Editorial: Lucky me. I got my first dose of COVID-19 vaccine. But why?

A nurse inserts a needle into a vial.
A nurse prepares a shot of the Pfizer COVID-19 vaccine in London.
(Associated Press)

The urgent text from a friend came late Friday afternoon: If you want to get the COVID-19 vaccine, go immediately to the website for the UC Irvine healthcare system and schedule an appointment.

I didn’t wait to ask questions. I clicked the link she sent me and, amazingly enough, it looked as though there were plenty of open spaces each morning throughout the holiday weekend. I picked Monday.

Lucky me. The question is, why me? The answer is heart-sinking: Because of disorganized policies at the state level and confusion in the counties. Health authorities are looking to get people vaccinated quickly, a good thing, but that’s resulted in sloppiness and a lack of clarity as officials have set priorities and communicated with the public.


As a 66-year-old, I qualified for vaccination under the state’s new rules even though I’m healthy and not the neediest person around. But I couldn’t have gotten the vaccine without having information from inside the healthcare system that most people don’t have.

Got friends with connections? That’s your best route to being vaccinated, but it’s something that tends to belong to educated white and Asian residents.

The procedure itself was easy and quick. The parking was nearby and free. From the moment I got in line on the UC Irvine campus to the end of my waiting period after the shot (to ensure there was no allergic reaction), no more than 35 minutes had passed. The event had an almost festive feel. Upbeat, chatty workers checked on our progress every step of the way. You could tell they were as happy to be providing life-protecting vaccines as we seniors were to receive them.

They took our temperature and checked our IDs multiple times. I was handed a bottle of water, advised to rotate my inoculated arm to help prevent soreness and questioned about my living situation by a cheerful young woman: Did I live alone? (No.) Did I have adequate supplies of food at home? (Yes.) I was told to expect an email to set up my appointment for a second dose. My upper arm was a tiny bit sore that night, and even less sore the next morning.

A friend of mine was disappointed, clicking on the registration site a little too late to get an appointment. But Monday afternoon, she got a tip via Twitter from a doctor friend: Too few people had shown up at a vaccination clinic at UC San Diego. They had started accepting people 75 and older, and then dropped it to 65. This was the same place where a cluster of allergic reactions to the Moderna vaccine occurred, which could have accounted for the low turnout, but she and her partner got their first doses and are fine.

This is great — and awful. There are people older or frailer than we are, or whose jobs or living conditions put them at higher risk, who are wrestling with Orange County’s main vaccine information site, Othena, hoping desperately for word of where they can be vaccinated and, most of all, when. Othena, a silent oracle, has told them nothing. Others in the county haven’t even heard about Othena.


It’s no coincidence, I think, that almost every client I saw at the vaccination clinic was white, with a few people of Asian descent, even though Orange County is more than one-third Latino.
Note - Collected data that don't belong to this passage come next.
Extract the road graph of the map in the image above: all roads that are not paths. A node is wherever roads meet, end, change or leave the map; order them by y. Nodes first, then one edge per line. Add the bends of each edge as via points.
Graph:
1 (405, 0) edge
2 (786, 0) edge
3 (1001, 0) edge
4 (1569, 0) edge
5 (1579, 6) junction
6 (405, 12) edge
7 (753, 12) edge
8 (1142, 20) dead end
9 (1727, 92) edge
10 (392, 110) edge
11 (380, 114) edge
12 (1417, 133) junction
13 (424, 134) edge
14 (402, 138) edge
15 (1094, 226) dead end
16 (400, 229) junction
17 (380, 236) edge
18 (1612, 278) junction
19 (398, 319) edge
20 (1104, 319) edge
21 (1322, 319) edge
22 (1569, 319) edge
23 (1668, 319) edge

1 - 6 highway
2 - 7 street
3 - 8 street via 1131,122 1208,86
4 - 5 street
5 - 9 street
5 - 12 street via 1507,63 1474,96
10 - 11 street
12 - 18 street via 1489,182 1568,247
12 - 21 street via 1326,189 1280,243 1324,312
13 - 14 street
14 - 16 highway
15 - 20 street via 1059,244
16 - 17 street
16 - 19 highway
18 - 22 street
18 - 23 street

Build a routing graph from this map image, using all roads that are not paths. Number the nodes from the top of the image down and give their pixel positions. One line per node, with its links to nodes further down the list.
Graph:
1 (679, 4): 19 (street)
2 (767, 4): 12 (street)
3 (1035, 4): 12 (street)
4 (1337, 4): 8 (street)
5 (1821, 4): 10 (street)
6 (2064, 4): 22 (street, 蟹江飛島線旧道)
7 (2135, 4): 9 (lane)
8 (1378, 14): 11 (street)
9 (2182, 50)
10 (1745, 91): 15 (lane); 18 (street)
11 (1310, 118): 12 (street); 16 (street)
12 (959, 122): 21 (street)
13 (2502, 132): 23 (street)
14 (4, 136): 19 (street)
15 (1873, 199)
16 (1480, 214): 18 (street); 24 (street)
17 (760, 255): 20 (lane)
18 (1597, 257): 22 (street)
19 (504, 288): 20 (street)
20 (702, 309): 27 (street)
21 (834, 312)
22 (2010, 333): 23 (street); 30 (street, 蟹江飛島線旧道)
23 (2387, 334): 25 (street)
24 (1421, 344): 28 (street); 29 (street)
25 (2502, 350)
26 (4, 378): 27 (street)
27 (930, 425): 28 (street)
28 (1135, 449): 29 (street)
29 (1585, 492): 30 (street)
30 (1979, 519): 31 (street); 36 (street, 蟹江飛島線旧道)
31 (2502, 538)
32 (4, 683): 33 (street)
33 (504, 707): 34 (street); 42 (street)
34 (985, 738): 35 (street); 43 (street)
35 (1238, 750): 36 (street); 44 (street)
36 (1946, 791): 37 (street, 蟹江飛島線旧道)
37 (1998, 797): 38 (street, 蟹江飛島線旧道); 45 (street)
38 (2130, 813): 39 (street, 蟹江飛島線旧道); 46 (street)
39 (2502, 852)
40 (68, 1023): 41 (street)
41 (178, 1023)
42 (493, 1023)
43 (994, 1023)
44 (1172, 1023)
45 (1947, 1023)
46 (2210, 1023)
What about the obese, middle-aged woman who served me the sandwich I bought that afternoon? She’s at higher risk than I. Then there’s the friend in Los Angeles County who has Type 2 diabetes; she’s 64 and overlooked by a state priority list that isn’t based on actual risk.

Meanwhile, frustrated messages ping back and forth on social media among the over-65 set: Has anyone had luck with Othena? Do you have a place to go for your vaccine? I’ve been told March sometime for my group, but the COVID-19-scenario here is frightening right now.

I had spread word about the weekend vaccination clinic to high-risk friends so they could sign up for their own appointments. But that’s not the point. We need rules based on clear priorities that do more than just get out vaccines as quickly as possible. They also need to get them to the people who need them most.

New Jersey has declared that smokers have higher priority than nonsmoking teachers or seniors. You can argue with that at some level — smokers chose their risk factor, I did not control the passage of years. But at least it’s based on the idea of who might be most threatened by COVID-19.

Our priorities for dispensing the vaccine are unclear and unjust. Accidents of geography — living in L.A. County as opposed to Orange or San Diego counties, for example — appear to make more of a difference than one’s risk. Being in the know, or having connections in the know, is key. That’s great for people with lots of social capital. It’s dismaying for public health or public confidence.

(Editor’s note: This piece carries a byline because it offers a personal view from one of the editorial board’s members, and in that respect it’s a different approach from a typical Times editorial, which expresses the consensus of the full editorial board.)